PROVIDED ENTRIES: Begin

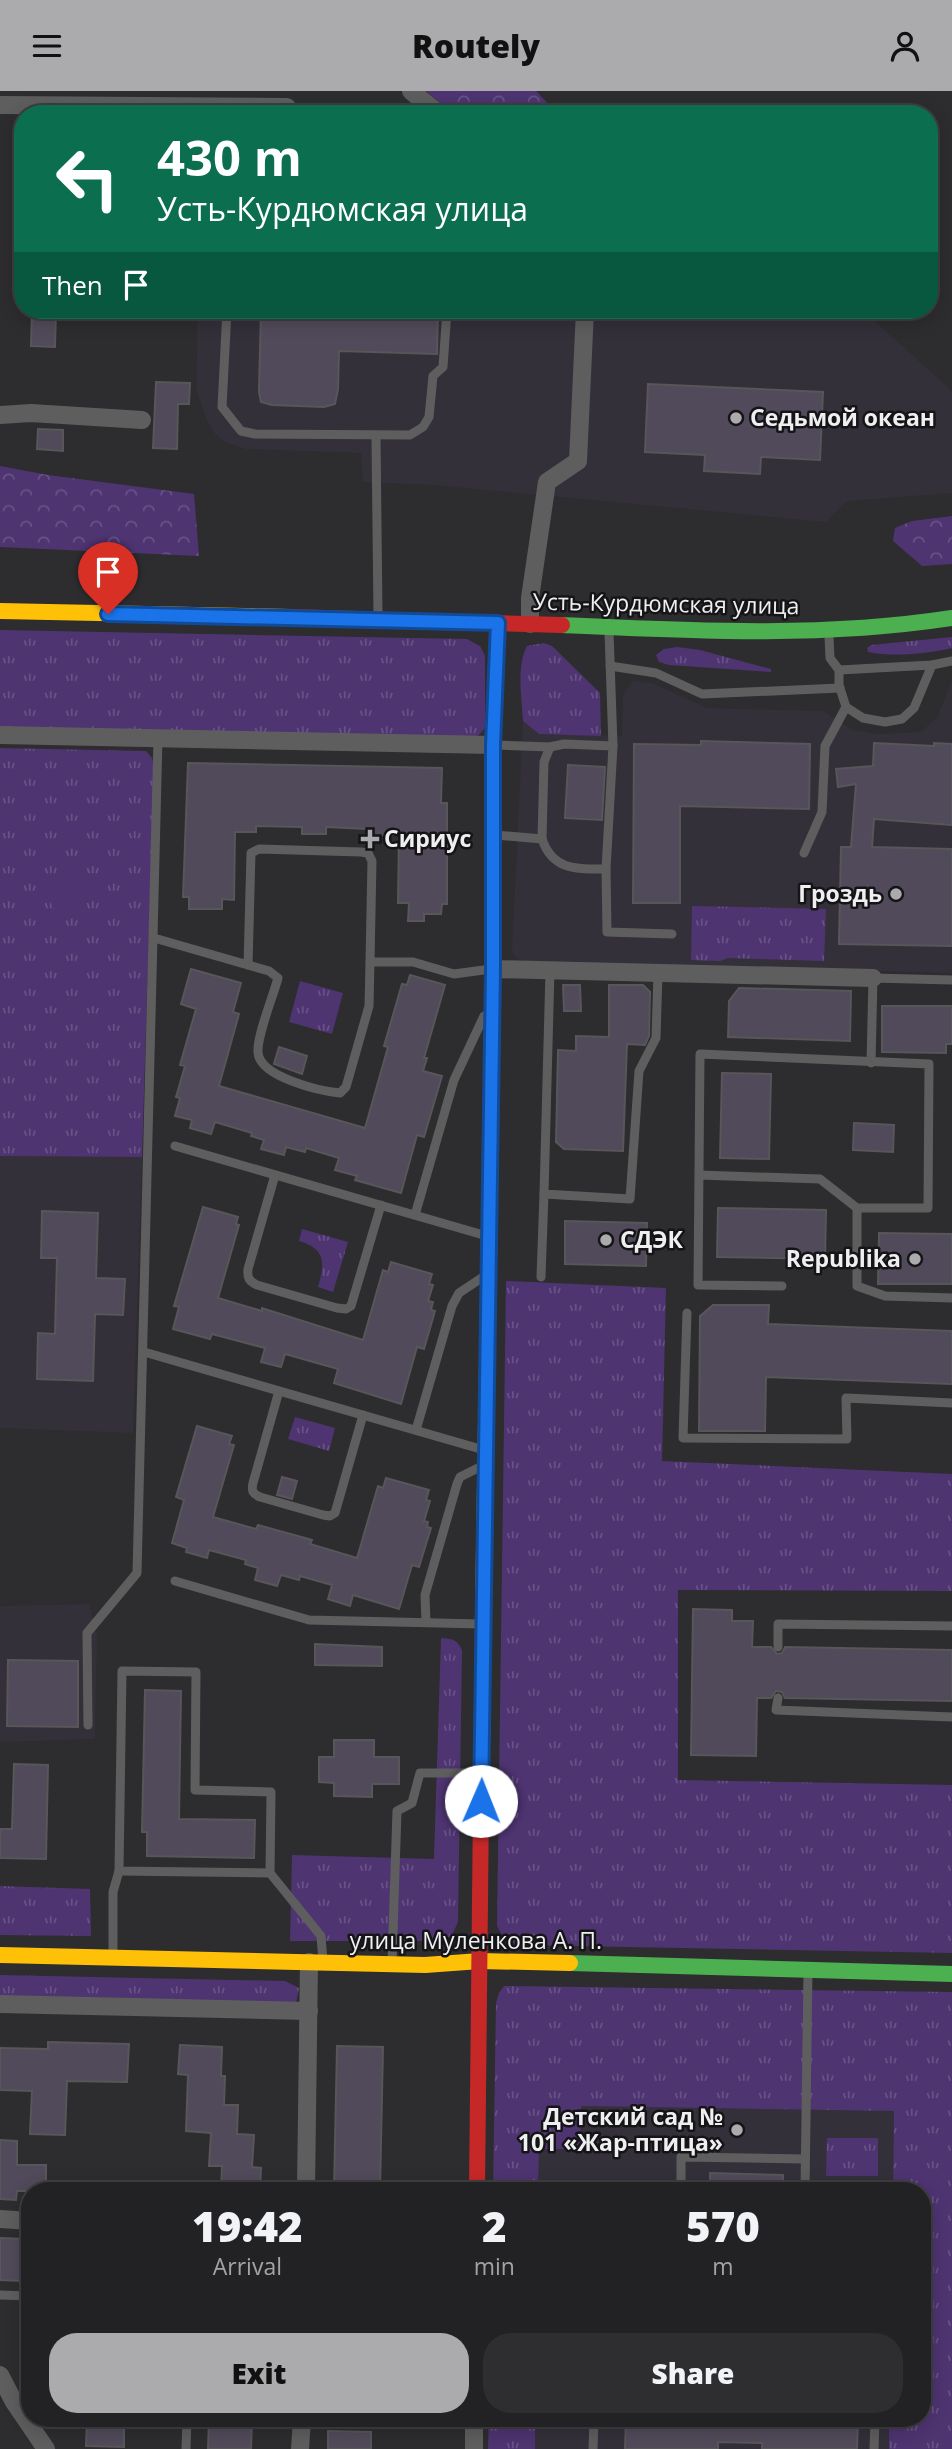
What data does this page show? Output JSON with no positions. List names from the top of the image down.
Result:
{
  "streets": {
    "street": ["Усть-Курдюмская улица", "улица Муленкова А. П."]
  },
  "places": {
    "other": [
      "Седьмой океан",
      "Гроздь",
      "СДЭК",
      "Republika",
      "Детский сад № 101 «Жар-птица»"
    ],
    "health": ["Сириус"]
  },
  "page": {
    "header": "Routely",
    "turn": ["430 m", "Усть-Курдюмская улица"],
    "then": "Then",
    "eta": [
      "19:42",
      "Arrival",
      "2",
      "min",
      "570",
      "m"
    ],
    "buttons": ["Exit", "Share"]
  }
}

PROVIDED ENTRIES: End

TASK DETAILS -> Give back the data exactly. Pictures stay out.

ANSWER TO THE PROBLEM ->
What data does this page show? Output JSON with no positions. List names from the top of the image down.
Result:
{
  "streets": {
    "street": ["Усть-Курдюмская улица", "улица Муленкова А. П."]
  },
  "places": {
    "other": [
      "Седьмой океан",
      "Гроздь",
      "СДЭК",
      "Republika",
      "Детский сад № 101 «Жар-птица»"
    ],
    "health": ["Сириус"]
  },
  "page": {
    "header": "Routely",
    "turn": ["430 m", "Усть-Курдюмская улица"],
    "then": "Then",
    "eta": [
      "19:42",
      "Arrival",
      "2",
      "min",
      "570",
      "m"
    ],
    "buttons": ["Exit", "Share"]
  }
}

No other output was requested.